The reason for the high number of speeding tickets is the reduced speed limits due to the steep grade on the Fort Tejon Pass. 

The Grapevine is a busy stretch for commercial vehicles but has a 6% grade. Northbound lanes out of LA County have a 35 mph, strictly enforced speed zone for commercial vehicles and 40 mph for the southbound lane from Kern County. 

Why Not Go to Traffic Violator School?

If you’re not a commercial driver, you’re probably thinking “Why don’t they just go to the Lamont or Chatsworth court clerk, pay the fine, and attend traffic violator’s school (TVS) for their commercial vehicle speeding ticket and be done with it?”

First of all, if you’re ticketed in a commercial motor vehicle (CMV), you’re not eligible for TVS; second, you must plead guilty to a moving violation. 

That could lead to job termination if you are a fleet driver and the fleet manager fears for their job because the fleet insurance premium is already high, or their Safety Measurement System (SMS) percentile is marginal.

According to the SMS, a percentile of 74 to 100 will lead to DOT FMCSA interventions, such as all vehicles using that DOT number will get pulled into weight stations for roadside inspections, and fleet HQ is subject to policy and procedure inspections that could lead to civil fines and sanctions. 

A failed inspection could lead to the driver getting an Out-of-Service (OOS) Order and the carrier receiving a cease-and-desist order from the DOT, which will likely put them out of business.     

Are the CHP Targeting Trucks with Commercial Vehicle Speeding Tickets? 

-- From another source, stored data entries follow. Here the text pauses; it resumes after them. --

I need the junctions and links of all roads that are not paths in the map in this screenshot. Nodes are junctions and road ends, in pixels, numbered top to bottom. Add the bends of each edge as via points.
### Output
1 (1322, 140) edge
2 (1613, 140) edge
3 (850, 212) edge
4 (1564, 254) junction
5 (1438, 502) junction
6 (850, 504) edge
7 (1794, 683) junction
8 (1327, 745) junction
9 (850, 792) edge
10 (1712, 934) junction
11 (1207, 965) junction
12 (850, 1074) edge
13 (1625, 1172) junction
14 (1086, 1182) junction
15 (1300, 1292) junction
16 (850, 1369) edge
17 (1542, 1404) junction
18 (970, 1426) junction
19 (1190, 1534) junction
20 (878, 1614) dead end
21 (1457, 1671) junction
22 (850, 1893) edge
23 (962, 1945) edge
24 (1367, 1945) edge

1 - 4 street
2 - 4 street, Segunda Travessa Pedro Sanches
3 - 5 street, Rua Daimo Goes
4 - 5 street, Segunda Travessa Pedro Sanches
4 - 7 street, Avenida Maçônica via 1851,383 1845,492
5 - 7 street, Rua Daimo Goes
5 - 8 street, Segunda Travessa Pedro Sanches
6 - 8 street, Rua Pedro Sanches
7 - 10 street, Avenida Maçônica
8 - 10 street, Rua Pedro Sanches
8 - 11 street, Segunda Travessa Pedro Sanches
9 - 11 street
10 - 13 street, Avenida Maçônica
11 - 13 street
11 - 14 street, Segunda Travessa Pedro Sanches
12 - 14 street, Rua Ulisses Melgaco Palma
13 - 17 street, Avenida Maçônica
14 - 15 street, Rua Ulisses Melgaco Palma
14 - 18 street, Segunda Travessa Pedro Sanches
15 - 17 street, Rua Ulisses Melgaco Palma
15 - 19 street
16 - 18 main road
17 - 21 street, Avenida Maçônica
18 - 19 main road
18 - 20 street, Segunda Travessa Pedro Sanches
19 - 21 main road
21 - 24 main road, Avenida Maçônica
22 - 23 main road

In an article by Land Line Media“Troopers tally 500 tickets on California’s I-5 Grapevine,” Chuck Robinson reported:

“The California Highway Patrol recently issued 500 citations to commercial vehicles on the Grapevine at the end of March. There was a Facebook post letting the world know that yes, indeed, they did it. To someone on the sidelines, it seems unsporting, but for a commercial driver having to negotiate the steep grade and traffic of that stretch of I-5, the enforcement blitz illustrates so many things that are wrong. Among them, California’s insane split speed differential for cars and big trucks, the stupid and dangerous lane restrictions for tractor-trailers, and the gotcha mentality of speed traps like this one.”    

Although this article seemed biased against the CHP, who were hopefully only doing their jobs, the reporter makes three valid points that we will expound on in this blog post.

  1. The CA speed limit differential makes issuing commercial vehicle speeding tickets much easier.
  2. Paragraph (c) of CA Vehicle Code (VC) Section 22348, Speed Laws, restricts commercial vehicles subject to VC Section 22406 to CA freeways' first or second lane.
  3. The law enforcement “gotcha mentality” that allows law enforcement to target commercial vehicles.  

#1 — Does the Statewide Speed Limit Differential Unnecessarily Target Commercial Drivers?

CA VC Section 22406Speed Laws, restricts commercial vehicles to a statewide 55 mph speed limit, regardless of weather and road conditions. It states:

“No person may drive any of the following vehicles on a highway at a speed in excess of 55 miles per hour:

(a) A motortruck or truck tractor having three or more axles or any motortruck or truck tractor drawing any other vehicle.

(b) A passenger vehicle or bus drawing any other vehicle.

(c) A school bus transporting any school pupil.

(d) A farm labor vehicle when transporting passengers.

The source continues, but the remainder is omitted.